What you should do
From the listing that follows, count the lines including "mouth" and give the number alone.

□ □ □ □

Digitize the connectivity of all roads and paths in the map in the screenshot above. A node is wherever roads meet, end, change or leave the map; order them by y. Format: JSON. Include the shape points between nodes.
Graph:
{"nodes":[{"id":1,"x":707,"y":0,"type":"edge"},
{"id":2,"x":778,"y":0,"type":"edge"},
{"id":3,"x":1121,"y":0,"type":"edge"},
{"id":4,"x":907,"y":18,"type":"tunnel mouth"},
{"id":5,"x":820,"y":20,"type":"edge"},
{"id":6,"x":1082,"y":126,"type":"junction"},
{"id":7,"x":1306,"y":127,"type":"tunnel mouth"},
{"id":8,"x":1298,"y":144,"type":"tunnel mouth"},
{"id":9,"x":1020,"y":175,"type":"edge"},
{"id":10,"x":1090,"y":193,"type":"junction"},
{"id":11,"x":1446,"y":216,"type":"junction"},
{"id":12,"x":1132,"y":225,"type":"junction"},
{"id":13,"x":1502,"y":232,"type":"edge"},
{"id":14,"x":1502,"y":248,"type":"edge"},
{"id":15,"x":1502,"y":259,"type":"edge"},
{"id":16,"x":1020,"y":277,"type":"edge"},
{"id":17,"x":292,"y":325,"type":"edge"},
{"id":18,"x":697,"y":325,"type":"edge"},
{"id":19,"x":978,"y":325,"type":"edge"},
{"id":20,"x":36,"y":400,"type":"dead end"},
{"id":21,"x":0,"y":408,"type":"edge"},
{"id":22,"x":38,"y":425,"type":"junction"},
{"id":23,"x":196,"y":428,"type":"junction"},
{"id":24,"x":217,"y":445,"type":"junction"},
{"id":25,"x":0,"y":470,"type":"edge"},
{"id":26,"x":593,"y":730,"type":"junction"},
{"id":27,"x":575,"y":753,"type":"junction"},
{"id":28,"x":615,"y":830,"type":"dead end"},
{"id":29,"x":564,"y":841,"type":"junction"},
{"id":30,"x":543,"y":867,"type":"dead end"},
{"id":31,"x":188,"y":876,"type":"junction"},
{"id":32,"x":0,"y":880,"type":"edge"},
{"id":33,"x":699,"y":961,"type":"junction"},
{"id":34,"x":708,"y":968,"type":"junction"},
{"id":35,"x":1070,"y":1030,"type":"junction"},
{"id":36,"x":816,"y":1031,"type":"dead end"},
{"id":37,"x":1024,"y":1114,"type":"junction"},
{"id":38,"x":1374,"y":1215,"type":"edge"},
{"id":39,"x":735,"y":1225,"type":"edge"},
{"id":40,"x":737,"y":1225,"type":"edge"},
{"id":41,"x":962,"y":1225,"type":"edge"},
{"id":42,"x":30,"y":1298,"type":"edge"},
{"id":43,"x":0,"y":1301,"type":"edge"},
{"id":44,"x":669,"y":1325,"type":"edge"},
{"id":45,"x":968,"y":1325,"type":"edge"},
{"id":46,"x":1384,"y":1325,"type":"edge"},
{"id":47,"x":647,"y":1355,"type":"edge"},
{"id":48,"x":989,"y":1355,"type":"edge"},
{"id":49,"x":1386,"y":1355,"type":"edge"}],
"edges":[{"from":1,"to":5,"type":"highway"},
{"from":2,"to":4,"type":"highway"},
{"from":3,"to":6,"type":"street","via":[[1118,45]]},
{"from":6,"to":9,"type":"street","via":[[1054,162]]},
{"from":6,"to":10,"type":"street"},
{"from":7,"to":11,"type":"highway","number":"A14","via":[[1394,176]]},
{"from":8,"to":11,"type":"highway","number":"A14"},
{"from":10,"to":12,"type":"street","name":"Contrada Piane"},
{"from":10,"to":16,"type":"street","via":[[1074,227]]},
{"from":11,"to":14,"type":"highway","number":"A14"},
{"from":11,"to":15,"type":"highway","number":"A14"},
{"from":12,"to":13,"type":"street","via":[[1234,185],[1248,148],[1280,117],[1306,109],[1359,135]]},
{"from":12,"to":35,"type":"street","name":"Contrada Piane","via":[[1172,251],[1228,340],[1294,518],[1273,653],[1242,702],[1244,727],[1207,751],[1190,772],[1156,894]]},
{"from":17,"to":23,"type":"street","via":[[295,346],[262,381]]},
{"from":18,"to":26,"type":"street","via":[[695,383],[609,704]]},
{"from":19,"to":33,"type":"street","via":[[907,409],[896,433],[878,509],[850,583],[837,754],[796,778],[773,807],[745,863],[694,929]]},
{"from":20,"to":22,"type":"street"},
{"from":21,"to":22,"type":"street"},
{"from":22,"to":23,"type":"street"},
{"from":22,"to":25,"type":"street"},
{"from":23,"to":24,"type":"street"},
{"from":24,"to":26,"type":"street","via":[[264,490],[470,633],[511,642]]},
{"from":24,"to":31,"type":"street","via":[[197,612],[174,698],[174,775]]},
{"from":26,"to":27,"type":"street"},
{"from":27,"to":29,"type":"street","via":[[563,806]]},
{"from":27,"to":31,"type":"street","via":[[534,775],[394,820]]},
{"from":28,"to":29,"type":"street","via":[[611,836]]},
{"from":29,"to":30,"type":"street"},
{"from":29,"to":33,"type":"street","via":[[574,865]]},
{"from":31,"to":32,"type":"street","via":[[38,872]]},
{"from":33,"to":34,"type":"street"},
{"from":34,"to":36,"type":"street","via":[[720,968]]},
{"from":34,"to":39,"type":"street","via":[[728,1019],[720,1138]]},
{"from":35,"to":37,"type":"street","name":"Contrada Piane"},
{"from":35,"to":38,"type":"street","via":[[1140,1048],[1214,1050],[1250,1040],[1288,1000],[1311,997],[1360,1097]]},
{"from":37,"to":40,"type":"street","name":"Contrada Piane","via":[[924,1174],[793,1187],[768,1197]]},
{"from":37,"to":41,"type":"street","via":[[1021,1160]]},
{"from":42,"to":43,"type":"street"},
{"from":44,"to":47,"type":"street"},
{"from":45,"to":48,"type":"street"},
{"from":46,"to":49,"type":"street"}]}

□ □ □ □

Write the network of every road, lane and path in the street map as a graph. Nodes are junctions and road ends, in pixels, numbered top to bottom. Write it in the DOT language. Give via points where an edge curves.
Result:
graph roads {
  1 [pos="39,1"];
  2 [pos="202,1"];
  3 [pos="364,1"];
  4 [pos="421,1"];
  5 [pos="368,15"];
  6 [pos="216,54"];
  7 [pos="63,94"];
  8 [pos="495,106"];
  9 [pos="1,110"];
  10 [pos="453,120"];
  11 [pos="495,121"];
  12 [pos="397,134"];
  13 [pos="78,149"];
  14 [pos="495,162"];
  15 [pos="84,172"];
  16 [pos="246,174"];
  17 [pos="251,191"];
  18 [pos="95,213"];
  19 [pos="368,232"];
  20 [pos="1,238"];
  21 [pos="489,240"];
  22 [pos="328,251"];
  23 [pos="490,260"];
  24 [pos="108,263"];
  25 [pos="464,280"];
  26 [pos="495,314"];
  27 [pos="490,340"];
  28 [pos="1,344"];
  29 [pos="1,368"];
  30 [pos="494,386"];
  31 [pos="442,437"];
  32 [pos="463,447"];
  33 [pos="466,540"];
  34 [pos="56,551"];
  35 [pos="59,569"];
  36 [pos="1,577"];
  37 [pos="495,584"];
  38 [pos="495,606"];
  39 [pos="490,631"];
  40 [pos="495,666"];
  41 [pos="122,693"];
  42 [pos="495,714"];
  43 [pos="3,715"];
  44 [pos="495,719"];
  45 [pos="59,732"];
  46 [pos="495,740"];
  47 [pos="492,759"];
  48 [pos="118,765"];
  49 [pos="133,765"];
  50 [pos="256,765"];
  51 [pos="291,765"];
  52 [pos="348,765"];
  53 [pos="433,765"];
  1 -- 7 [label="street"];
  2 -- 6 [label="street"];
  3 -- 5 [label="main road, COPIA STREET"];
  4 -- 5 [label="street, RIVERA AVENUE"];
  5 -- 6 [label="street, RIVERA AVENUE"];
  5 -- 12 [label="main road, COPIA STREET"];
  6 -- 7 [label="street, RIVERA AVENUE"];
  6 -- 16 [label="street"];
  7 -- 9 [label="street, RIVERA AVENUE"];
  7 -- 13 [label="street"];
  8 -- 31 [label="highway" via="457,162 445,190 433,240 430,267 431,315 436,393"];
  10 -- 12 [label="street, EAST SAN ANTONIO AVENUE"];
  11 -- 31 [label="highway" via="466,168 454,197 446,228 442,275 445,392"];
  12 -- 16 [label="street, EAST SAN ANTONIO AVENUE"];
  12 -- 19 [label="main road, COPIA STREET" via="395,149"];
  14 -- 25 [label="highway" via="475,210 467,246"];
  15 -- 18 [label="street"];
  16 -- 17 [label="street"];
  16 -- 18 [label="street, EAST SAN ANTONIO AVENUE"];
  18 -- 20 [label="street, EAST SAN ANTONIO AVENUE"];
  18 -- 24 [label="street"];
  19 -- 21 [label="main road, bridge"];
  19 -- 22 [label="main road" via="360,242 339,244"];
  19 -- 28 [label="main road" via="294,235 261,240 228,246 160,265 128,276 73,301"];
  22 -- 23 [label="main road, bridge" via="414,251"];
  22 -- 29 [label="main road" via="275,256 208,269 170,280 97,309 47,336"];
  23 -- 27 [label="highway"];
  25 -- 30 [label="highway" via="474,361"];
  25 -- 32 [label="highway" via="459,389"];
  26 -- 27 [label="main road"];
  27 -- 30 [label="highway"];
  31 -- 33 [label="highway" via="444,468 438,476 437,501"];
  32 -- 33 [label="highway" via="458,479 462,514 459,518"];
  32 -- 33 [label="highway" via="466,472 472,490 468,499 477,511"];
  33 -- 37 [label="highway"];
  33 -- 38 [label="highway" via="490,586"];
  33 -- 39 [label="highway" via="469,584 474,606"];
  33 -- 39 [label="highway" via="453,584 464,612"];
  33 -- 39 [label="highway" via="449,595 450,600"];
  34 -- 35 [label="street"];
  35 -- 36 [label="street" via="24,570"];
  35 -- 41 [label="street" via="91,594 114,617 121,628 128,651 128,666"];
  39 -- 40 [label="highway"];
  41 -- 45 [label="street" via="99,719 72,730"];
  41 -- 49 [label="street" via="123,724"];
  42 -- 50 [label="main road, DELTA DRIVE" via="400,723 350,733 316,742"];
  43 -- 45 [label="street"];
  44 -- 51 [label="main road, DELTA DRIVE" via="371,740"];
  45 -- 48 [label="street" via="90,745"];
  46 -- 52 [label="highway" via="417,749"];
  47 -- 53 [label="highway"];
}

□ □ □ □

Answer box
3